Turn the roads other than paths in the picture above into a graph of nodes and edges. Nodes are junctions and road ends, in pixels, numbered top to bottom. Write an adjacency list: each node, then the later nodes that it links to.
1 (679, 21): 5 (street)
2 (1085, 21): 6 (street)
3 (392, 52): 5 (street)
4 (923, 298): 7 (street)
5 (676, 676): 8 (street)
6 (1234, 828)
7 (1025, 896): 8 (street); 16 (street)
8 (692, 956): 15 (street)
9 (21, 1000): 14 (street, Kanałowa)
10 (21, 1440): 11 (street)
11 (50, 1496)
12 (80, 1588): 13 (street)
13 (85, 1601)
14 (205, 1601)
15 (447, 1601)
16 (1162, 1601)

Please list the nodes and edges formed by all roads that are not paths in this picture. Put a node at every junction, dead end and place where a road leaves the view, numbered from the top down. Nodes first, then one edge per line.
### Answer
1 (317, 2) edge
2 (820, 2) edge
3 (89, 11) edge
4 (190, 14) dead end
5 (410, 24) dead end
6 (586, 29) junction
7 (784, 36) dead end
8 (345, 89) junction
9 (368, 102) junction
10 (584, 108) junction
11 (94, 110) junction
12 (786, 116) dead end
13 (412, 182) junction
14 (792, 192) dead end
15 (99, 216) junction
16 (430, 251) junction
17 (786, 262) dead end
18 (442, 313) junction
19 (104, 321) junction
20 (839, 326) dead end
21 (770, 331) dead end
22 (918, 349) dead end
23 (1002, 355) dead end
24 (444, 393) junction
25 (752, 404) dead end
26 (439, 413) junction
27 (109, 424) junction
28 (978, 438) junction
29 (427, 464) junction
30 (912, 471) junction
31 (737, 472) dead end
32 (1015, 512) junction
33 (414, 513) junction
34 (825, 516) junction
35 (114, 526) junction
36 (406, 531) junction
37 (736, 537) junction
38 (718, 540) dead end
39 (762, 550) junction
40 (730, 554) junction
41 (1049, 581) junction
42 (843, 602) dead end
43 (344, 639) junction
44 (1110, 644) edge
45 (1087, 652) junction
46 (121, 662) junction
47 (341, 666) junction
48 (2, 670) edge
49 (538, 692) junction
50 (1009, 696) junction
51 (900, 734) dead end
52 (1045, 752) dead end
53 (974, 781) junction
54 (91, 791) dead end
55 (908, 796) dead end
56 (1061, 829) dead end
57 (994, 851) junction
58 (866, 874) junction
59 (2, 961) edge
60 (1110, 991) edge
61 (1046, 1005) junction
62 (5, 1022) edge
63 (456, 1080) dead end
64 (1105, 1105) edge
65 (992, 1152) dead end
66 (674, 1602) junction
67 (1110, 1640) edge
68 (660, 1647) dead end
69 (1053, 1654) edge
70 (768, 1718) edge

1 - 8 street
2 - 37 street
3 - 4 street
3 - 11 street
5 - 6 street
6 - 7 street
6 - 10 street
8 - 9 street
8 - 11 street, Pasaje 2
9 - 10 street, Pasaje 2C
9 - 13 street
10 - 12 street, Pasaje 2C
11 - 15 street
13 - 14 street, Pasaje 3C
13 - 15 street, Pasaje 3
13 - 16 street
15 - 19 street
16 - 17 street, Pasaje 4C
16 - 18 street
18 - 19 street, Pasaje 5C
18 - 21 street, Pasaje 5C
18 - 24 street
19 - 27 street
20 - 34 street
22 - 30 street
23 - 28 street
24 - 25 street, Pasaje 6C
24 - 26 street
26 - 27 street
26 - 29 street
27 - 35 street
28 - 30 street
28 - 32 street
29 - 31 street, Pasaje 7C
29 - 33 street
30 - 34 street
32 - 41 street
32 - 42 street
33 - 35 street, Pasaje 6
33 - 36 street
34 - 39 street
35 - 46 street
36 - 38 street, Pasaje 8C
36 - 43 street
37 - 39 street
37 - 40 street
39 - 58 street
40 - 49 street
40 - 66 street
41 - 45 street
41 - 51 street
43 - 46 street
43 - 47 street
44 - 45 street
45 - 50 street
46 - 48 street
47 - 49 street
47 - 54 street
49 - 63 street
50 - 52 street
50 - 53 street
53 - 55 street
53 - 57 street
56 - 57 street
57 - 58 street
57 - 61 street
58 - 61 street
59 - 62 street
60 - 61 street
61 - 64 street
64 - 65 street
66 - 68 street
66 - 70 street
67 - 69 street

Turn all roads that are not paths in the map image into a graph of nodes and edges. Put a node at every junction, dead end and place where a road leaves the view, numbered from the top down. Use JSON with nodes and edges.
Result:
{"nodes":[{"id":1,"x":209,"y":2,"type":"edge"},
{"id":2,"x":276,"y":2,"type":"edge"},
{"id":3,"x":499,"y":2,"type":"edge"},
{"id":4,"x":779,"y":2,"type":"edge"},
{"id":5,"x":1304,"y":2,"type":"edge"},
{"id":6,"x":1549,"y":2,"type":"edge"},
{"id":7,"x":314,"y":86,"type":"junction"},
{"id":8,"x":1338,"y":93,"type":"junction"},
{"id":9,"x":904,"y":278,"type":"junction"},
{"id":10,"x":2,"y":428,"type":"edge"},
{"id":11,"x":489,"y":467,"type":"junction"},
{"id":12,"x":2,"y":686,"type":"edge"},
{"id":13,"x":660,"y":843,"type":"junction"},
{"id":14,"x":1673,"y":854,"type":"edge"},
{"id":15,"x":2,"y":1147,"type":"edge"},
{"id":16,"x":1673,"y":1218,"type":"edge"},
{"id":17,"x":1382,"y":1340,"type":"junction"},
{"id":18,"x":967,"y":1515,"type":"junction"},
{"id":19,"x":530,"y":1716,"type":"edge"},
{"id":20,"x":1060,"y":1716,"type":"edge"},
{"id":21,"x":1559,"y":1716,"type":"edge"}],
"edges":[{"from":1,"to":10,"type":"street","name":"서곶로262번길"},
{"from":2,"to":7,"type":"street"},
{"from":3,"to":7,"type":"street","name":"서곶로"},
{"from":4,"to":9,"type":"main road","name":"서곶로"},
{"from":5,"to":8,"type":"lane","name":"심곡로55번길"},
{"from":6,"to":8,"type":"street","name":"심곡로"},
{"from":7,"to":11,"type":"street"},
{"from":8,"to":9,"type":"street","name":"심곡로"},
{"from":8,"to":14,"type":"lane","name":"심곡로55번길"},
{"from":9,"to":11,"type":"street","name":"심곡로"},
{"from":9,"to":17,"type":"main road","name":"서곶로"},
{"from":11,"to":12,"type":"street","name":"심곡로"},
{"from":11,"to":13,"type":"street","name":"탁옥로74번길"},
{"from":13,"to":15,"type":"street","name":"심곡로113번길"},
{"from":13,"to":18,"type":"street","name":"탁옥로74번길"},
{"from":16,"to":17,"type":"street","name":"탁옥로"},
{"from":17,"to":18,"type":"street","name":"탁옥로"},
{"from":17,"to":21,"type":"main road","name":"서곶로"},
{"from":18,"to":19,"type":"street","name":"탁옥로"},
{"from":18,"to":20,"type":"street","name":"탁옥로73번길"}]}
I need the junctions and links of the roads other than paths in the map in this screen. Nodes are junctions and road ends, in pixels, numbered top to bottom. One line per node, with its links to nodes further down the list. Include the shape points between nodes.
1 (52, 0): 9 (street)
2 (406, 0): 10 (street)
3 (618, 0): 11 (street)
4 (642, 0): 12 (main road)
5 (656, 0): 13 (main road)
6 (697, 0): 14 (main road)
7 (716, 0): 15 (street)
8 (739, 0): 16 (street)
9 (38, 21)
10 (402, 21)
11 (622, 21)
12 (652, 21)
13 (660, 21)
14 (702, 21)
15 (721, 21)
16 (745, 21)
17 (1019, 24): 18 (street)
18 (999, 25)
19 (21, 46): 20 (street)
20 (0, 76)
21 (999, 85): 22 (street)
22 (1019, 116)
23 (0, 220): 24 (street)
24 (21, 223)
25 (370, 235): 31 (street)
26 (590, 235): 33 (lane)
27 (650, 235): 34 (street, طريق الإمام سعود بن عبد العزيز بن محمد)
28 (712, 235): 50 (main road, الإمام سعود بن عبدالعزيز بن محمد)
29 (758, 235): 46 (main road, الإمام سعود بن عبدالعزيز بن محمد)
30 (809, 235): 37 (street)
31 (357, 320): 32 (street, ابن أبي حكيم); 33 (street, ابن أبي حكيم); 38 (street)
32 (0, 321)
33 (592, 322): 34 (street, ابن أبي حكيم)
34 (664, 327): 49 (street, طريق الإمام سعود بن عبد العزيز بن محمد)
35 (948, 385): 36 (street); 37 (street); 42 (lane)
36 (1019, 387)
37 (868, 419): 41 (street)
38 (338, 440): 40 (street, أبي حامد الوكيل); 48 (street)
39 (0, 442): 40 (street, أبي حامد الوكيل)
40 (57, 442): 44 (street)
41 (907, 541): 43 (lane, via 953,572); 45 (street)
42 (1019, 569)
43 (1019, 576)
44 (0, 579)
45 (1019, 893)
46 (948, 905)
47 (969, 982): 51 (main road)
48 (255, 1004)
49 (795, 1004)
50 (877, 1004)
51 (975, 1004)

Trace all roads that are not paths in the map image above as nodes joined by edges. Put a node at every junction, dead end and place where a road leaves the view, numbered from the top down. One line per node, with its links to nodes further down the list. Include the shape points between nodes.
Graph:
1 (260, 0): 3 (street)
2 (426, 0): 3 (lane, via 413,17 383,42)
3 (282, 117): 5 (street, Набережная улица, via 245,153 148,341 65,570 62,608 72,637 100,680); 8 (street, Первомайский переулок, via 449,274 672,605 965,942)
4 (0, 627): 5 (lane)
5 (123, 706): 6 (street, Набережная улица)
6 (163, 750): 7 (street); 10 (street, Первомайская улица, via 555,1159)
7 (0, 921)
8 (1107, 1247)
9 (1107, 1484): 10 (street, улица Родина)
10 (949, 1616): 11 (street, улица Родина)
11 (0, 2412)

◆ The task
Each line above that contains the word "حكيم" must be copied.

◆ Response box
31 (357, 320): 32 (street, ابن أبي حكيم); 33 (street, ابن أبي حكيم); 38 (street)
33 (592, 322): 34 (street, ابن أبي حكيم)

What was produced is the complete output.